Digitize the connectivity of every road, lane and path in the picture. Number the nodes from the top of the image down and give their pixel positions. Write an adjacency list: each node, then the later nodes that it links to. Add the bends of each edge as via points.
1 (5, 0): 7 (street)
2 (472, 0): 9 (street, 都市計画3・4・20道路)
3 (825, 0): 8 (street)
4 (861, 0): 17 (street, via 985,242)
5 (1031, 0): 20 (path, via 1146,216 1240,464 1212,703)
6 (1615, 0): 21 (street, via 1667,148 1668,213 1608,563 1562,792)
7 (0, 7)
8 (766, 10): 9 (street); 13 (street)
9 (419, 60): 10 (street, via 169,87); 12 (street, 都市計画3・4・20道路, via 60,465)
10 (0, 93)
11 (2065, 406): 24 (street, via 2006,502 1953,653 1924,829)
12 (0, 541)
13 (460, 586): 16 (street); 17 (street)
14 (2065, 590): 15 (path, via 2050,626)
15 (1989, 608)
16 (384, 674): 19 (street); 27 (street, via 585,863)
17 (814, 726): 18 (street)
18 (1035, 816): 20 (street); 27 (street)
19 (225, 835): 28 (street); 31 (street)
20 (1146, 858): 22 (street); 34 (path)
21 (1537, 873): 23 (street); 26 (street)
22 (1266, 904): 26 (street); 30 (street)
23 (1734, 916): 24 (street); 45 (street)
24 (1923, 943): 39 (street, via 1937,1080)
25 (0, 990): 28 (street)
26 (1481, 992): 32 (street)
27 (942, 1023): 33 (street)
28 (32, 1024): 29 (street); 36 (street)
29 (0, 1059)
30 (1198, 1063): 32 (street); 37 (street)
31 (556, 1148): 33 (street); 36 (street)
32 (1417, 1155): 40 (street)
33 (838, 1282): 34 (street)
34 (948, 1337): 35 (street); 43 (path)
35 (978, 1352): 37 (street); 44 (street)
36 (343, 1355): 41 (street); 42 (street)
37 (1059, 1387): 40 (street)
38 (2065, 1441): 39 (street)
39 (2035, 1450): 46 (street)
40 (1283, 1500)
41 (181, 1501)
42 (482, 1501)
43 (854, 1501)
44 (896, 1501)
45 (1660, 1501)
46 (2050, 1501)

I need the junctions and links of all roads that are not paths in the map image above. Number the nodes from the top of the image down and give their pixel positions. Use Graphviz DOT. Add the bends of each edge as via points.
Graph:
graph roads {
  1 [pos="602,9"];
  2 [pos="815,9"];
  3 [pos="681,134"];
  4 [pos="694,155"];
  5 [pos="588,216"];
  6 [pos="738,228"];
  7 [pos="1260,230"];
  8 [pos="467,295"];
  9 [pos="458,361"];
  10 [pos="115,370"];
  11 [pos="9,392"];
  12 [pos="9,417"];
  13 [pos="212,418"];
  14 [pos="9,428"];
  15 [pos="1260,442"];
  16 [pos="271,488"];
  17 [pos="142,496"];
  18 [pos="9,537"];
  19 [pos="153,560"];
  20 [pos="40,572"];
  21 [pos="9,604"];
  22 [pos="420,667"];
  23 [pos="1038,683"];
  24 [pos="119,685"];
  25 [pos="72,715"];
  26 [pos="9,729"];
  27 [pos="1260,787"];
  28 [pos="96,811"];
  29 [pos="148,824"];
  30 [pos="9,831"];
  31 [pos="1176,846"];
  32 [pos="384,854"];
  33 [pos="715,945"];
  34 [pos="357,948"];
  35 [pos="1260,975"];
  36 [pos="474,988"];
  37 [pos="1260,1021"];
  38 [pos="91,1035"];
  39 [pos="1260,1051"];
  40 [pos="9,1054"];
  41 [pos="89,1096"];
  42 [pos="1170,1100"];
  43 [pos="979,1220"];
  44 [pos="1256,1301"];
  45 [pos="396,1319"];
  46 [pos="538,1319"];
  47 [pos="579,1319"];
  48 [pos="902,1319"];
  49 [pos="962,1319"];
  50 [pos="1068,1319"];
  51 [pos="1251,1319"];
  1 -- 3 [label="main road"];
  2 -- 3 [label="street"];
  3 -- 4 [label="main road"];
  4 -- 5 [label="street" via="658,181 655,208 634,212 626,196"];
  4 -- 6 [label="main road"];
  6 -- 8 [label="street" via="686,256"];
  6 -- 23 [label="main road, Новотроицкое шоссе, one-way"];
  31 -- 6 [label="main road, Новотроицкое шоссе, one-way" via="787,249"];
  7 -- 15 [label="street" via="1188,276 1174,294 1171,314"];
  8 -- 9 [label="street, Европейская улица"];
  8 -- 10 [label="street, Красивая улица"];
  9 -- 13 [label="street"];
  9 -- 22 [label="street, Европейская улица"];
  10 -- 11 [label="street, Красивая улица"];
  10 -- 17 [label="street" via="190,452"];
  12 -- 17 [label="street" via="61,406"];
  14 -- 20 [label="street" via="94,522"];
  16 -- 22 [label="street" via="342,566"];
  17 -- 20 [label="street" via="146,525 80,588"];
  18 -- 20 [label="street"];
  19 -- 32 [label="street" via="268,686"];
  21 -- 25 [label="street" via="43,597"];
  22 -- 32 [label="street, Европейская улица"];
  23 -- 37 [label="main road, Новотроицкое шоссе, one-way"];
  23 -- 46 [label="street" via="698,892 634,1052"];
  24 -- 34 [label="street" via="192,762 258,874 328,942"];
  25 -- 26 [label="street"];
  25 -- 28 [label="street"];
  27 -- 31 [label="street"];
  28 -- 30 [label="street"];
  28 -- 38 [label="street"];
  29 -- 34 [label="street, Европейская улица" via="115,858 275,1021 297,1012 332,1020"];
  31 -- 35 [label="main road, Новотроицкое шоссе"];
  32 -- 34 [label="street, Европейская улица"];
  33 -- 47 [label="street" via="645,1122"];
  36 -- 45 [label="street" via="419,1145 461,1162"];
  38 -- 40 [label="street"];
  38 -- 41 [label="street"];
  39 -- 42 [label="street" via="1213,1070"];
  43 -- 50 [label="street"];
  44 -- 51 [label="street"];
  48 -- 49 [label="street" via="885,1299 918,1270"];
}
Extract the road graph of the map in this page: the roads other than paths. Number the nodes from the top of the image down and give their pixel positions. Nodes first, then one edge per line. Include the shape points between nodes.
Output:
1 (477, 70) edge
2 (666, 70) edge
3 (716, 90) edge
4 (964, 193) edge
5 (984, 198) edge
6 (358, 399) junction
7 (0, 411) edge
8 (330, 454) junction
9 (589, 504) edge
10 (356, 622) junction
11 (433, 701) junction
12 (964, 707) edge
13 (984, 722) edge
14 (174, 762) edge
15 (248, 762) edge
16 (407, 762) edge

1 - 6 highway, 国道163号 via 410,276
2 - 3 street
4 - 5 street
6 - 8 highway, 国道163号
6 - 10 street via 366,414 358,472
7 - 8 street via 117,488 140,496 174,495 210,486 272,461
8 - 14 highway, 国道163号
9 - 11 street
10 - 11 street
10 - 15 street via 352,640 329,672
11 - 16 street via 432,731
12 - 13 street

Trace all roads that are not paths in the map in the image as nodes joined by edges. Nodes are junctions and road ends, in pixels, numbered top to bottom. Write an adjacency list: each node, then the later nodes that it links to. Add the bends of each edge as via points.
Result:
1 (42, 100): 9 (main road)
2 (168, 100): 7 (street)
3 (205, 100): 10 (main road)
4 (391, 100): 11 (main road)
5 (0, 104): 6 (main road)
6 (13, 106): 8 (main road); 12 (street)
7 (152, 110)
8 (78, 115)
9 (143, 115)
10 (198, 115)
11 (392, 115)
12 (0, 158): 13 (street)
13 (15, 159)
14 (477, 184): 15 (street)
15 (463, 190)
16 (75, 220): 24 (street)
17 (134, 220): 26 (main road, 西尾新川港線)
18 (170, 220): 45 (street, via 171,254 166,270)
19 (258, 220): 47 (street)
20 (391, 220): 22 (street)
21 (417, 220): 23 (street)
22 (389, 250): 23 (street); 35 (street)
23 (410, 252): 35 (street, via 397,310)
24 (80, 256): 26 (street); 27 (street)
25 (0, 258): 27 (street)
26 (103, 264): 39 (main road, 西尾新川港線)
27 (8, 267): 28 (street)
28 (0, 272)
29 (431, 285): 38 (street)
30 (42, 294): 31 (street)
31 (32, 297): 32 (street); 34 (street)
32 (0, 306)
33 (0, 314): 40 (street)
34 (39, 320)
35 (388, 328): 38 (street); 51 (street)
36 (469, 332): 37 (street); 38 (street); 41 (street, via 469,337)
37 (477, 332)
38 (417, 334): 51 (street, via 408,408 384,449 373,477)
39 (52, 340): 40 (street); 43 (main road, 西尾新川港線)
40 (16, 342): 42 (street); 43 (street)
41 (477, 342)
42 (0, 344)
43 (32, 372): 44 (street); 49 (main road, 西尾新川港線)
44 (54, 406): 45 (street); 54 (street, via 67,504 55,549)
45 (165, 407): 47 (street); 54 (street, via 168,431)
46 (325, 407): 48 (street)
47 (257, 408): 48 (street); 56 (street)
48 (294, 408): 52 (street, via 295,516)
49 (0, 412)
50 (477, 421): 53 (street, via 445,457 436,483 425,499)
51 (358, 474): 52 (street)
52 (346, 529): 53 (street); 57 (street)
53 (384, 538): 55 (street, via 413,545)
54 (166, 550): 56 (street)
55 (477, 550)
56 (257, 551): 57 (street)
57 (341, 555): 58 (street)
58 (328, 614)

######

Activity ->
Report back each line in the material above that contains the string "Европейская".

Exercise answer ->
  8 -- 9 [label="street, Европейская улица"];
  9 -- 22 [label="street, Европейская улица"];
  22 -- 32 [label="street, Европейская улица"];
  29 -- 34 [label="street, Европейская улица" via="115,858 275,1021 297,1012 332,1020"];
  32 -- 34 [label="street, Европейская улица"];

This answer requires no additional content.